#### [EXERCISE]
From the first line of the entries below through the line bearing "filter:drop-shadow(2px 0 #bab3b5)", write out each line exactly. Omit pictures.

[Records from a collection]
════════

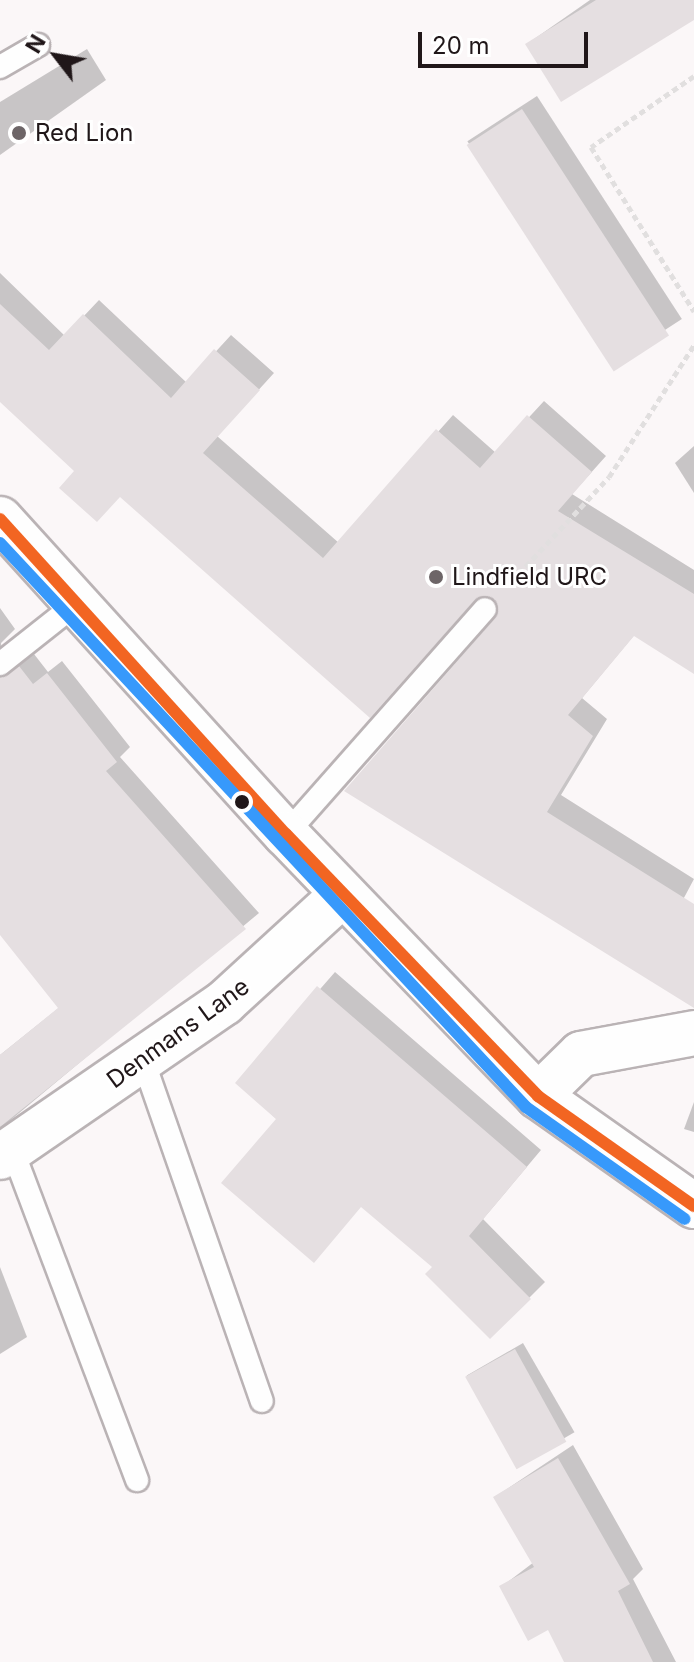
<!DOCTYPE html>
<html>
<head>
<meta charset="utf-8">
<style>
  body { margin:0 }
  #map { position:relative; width:694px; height:1662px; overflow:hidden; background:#fbf7f8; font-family:Inter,sans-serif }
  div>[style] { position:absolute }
  .shadow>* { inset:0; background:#0003; transform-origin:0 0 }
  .building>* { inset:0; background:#e5dfe1; transform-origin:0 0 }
  .path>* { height:5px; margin-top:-2.5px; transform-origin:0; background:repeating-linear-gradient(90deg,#e1dfdf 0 6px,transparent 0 10px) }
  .roads { filter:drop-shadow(2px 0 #bab3b5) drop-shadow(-2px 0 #bab3b5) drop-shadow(0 2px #bab3b5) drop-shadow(0 -2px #bab3b5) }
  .service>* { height:22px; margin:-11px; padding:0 11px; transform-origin:11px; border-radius:11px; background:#fefefe }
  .minor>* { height:44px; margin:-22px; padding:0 22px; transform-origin:22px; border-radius:22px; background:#fefefe }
  .secondary>* { height:44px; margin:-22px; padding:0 22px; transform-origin:22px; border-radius:22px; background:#fefefe }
  .bus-1>* { height:12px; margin:-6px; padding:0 6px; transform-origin:6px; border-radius:6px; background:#f26522 }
  .bus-2>* { height:12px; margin:-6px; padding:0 6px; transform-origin:6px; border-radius:6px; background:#3799fb }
  .dots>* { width:22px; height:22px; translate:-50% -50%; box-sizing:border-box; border:4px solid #fff; border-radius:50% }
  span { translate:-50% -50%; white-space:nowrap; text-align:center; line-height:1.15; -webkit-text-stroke:6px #fff; paint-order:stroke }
  .poi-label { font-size:24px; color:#201719 }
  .left { translate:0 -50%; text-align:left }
  .street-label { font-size:24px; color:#201719 }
  .north { position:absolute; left:16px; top:16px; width:80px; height:80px; -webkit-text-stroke:6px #fff; paint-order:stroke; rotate:301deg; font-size:22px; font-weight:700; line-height:32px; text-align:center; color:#201719 }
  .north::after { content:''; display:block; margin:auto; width:28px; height:36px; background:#201719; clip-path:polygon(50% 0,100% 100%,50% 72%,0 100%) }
  .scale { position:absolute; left:418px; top:32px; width:170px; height:36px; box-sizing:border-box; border:4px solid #201719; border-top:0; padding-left:10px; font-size:24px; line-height:28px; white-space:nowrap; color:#201719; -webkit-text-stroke:6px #fff; paint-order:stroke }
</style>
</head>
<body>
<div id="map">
  <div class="shadow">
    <i style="clip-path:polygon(590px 0,694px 0,694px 18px,527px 44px)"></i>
    <i style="clip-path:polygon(87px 49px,106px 80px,0 155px,0 102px)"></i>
    <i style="left:537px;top:96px;width:266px;height:83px;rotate:57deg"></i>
    <i style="clip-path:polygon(0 273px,65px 336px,99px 300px,187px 383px,231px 335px,274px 373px,217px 436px,339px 543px,453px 415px,496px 453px,544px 401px,606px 456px,572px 494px,694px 570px,694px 671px,635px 634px,582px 698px,607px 719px,561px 795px,694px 879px,653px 956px,348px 791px,498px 619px,497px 597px,476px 598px,385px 700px,121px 495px,76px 471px,0 398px)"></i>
    <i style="clip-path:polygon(694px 446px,694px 493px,675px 463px)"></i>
    <i style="clip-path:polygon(0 608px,15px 629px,1px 643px,3px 659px,18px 665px,34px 654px,48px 672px,62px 661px,130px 747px,120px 757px,259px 913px,0 1129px,0 1055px,60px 1007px,0 931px)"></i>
    <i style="clip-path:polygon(335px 972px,541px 1150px,483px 1219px,545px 1282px,490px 1337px,435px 1267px,238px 1083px)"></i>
    <i style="clip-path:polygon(694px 1102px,694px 1132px,684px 1129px)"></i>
    <i style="clip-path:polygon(0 1267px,27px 1337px,0 1354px)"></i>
    <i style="left:523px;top:1343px;width:103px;height:65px;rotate:60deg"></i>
    <i style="clip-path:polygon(573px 1445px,643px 1569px,633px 1579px,676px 1662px,566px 1662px,549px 1627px,501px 1587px,534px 1562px,495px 1497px)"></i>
  </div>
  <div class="building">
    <i style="clip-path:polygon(596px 0,694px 0,694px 20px,561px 102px,525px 44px)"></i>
    <i style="left:522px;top:109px;width:270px;height:66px;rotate:57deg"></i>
    <i style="clip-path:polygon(0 304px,49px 350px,83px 314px,171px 398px,214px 349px,260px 390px,203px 453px,323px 558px,436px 429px,480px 468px,527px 415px,592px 472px,558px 511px,694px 594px,694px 674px,634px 636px,568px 715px,593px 736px,547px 812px,694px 904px,694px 1008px,344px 791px,495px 618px,495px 599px,475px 600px,370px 718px,120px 497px,97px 522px,59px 488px,74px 471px,0 402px)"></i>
    <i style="clip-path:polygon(19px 666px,33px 684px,47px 673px,117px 762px,106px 771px,246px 929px,0 1127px,0 1055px,58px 1008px,0 935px,0 678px)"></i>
    <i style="clip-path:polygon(317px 986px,527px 1167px,469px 1236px,531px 1299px,490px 1339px,425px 1274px,432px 1267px,361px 1207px,314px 1263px,221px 1183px,276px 1119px,235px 1083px)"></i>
    <i style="left:515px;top:1349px;width:106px;height:57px;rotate:61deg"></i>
    <i style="clip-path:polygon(558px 1458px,630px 1584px,618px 1591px,653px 1662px,564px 1662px,548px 1630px,528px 1641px,499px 1586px,534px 1567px,493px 1497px)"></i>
  </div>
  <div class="path">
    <i style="left:694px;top:76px;width:125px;rotate:145.4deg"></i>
    <i style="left:591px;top:147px;width:194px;rotate:57.9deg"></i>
    <i style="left:512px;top:581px;width:142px;rotate:-47deg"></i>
    <i style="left:609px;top:477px;width:157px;rotate:-57.2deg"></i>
  </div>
  <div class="roads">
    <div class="service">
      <i style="left:0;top:67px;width:44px;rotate:-30.1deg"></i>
      <i style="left:0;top:664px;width:98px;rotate:-38.4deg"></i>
      <i style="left:286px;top:834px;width:300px;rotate:-48.5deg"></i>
      <i style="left:143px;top:1060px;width:361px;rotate:70.8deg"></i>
      <i style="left:12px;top:1149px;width:354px;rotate:69.3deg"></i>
    </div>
    <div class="minor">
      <i style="left:0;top:1157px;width:272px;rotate:-34.5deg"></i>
      <i style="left:224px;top:1003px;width:161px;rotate:-42.5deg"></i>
    </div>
    <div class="secondary">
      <i style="left:0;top:519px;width:425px;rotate:47.8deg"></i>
      <i style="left:286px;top:834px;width:364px;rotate:46.1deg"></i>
      <i style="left:538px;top:1096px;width:191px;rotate:35.2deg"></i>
      <i style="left:538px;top:1096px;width:60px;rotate:-44.3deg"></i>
      <i style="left:581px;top:1054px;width:115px;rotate:-10.5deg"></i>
    </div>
  </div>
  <div class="bus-1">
    <i style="left:0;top:519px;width:425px;rotate:47.8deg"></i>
    <i style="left:286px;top:834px;width:364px;rotate:46.1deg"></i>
    <i style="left:538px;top:1096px;width:191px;rotate:35.2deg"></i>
  </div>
  <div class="bus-2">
    <i style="left:0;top:543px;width:771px;rotate:47deg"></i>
    <i style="left:526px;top:1107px;width:194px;rotate:35.2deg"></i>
  </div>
  <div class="dots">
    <i style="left:19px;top:133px;background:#6d6567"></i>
    <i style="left:436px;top:577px;background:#6d6567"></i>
    <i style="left:242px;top:802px;background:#201719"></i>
  </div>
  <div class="poi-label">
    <span class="left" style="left:35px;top:133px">Red Lion</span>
    <span class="left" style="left:452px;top:577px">Lindfield URC</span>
  </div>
  <div class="street-label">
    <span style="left:178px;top:1033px;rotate:-36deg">Denmans Lane</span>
  </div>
  <div class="north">N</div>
  <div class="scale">20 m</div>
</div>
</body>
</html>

════════

#### [FINISHED EXERCISE]
<!DOCTYPE html>
<html>
<head>
<meta charset="utf-8">
<style>
  body { margin:0 }
  #map { position:relative; width:694px; height:1662px; overflow:hidden; background:#fbf7f8; font-family:Inter,sans-serif }
  div>[style] { position:absolute }
  .shadow>* { inset:0; background:#0003; transform-origin:0 0 }
  .building>* { inset:0; background:#e5dfe1; transform-origin:0 0 }
  .path>* { height:5px; margin-top:-2.5px; transform-origin:0; background:repeating-linear-gradient(90deg,#e1dfdf 0 6px,transparent 0 10px) }
  .roads { filter:drop-shadow(2px 0 #bab3b5) drop-shadow(-2px 0 #bab3b5) drop-shadow(0 2px #bab3b5) drop-shadow(0 -2px #bab3b5) }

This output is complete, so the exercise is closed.